In the nineties placebo controlled studies emerged looking into the negative effects of these drugs due to reports that these users might be cognitively impaired after abundant use of a number of these substances. Two decades later however, after the negative effects had been demonstrated to be limited, when used in moderate amounts, and after the substances appeared to be relatively safe, research into the positive effects started rising and it is blossoming today.
While previously only a handful of labs investigated these effects, new research labs in other countries are emerging. The therapeutic potential of psychedelics is now being widely investigated and two companies are now setting up trials in psychiatric patients in order to demonstrate the therapeutic potential of these compounds. Their aim is to have those substances approved as a psychiatric medicine within a few years.
While psychedelic research is experiencing a renaissance, it is still treated as the ‘bad daughter’ in psychiatric settings and frowned upon by the general public. From the patient side however there is a large demand for effective and alternative treatments since treatment is not a ‘one-size-fits-all’ thing and many of those patients fail to benefit from current treatments, leaving them in distress and despair with a pessimistic view on their future.
Psychedelic researchers have the obligation to educate you, students, about the positive and negative effects of these substances since you will encounter this in your future work. When you have this knowledge, you will be able to communicate to the lay audience and to patients in an objective way what the current state of affairs is.
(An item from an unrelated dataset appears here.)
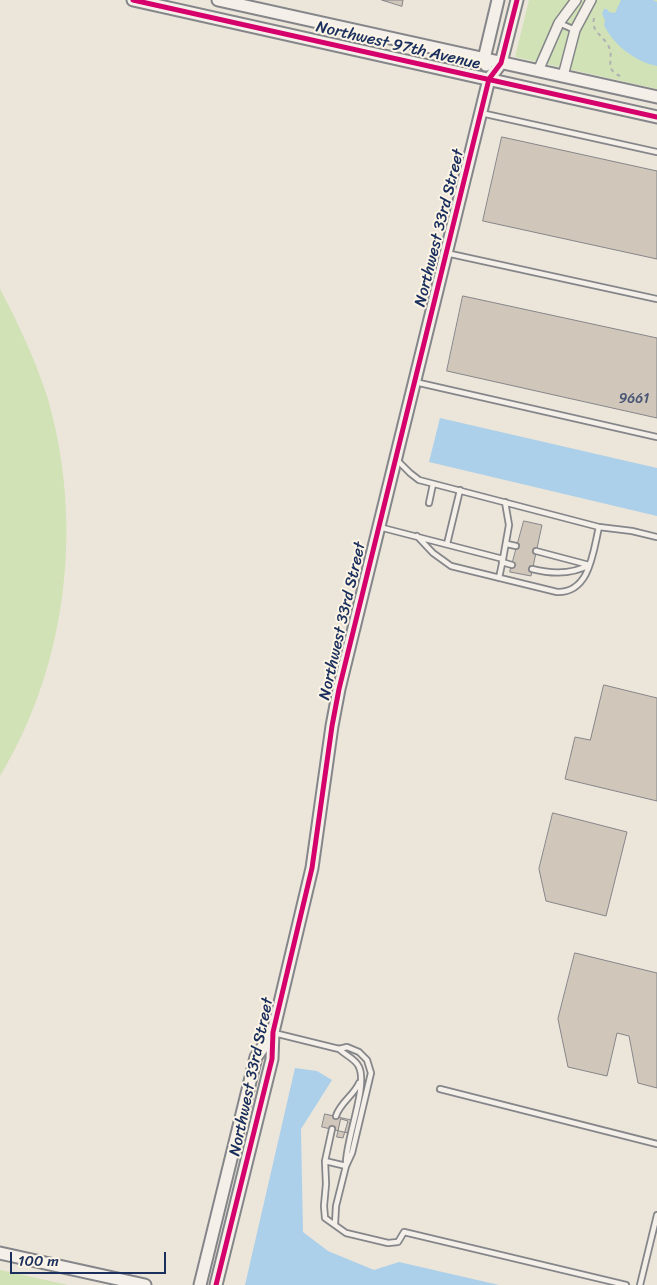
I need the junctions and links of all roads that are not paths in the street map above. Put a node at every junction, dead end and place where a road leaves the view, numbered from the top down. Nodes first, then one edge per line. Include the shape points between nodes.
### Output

The final assessment for this course is a numerical grade between 0,0 and 10,0.
Course objectives
After you have finished this course you will be able to:
- define what psychedelics are and explain the neurobiological mechanism of a selection of psychedelic substances;
- explain what historical research with psychedelics demonstrated;
- differentiate the type of effects (positive and negative, acute and long-term) of a selection of psychedelics on cognition, mood, and social behavior;
- explain how psychedelics could be of use in a therapeutic setting and reflect on the psychiatric indications that could benefit from psychedelic treatment;
- explain how to do research with psychedelics.